Publication
Pythagoras: Semantic Type Detection of Numerical Data Using Graph Neural Networks
Sven Langenecker; Christoph Sturm; Christian Schalles; Carsten Binnig
In: Michael Leyer; Johannes Wichmann (Hrsg.). Lernen, Wissen, Daten, Analysen (LWDA) Conference Proceedings, Marburg, Germany, October 9-11, 2023. GI-Workshop-Tage "Lernen, Wissen, Daten, Analysen" (LWDA), Pages 146-152, CEUR Workshop Proceedings, Vol. 3630, CEUR-WS.org, 2023.
Abstract
Detecting semantic types of table columns is a crucial task to en-
able dataset discovery in data lakes. However, prior semantic type
detection approaches have primarily focused on non-numerical
data despite the fact that numerical data play an essential role in
many real-world enterprise data lakes.
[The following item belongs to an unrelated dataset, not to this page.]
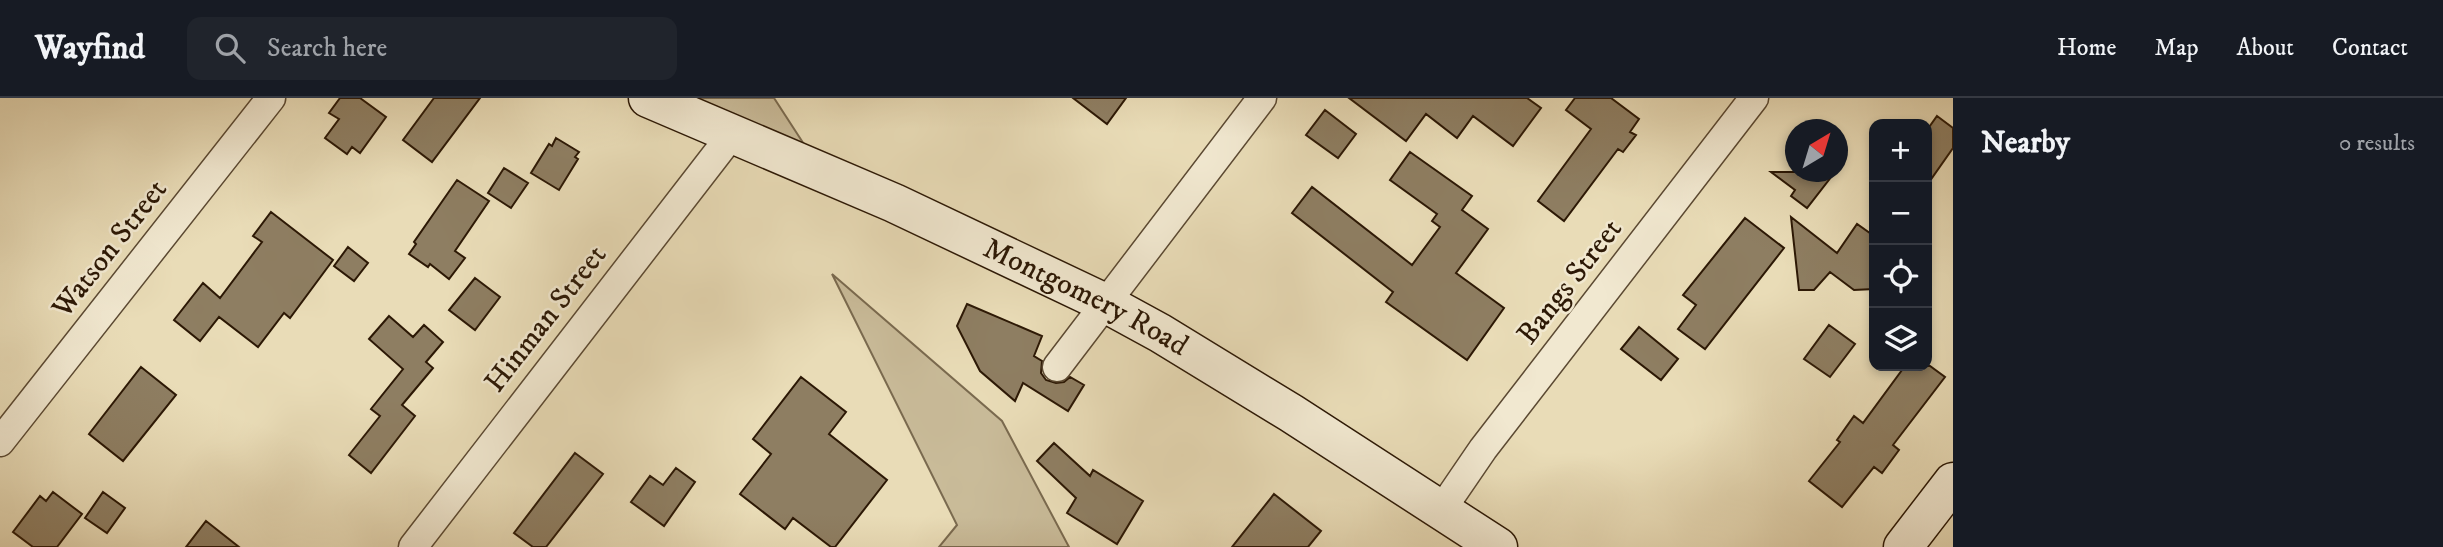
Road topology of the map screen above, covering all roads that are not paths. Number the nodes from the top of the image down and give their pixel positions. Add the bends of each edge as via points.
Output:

Therefore, existing models
are typically rather inadequate when applied to data lakes that
contain a high proportion of numerical data. In this paper, we
introduce Pythagoras, our new learned semantic type detection
approach specially designed to support numerical along with
non-numerical data. Pythagoras uses a GNN in combination with
a novel graph representation of tables to predict the semantic
types for numerical data with high accuracy. In our experiments,
we compare Pythagoras against five state-of-the-art approaches
using two different datasets and show that our model significantly
outperforms these baselines on numerical data. In comparison
to the best existing approach, we achieve F1-Score increases of
around +22%, which sets new benchmarks.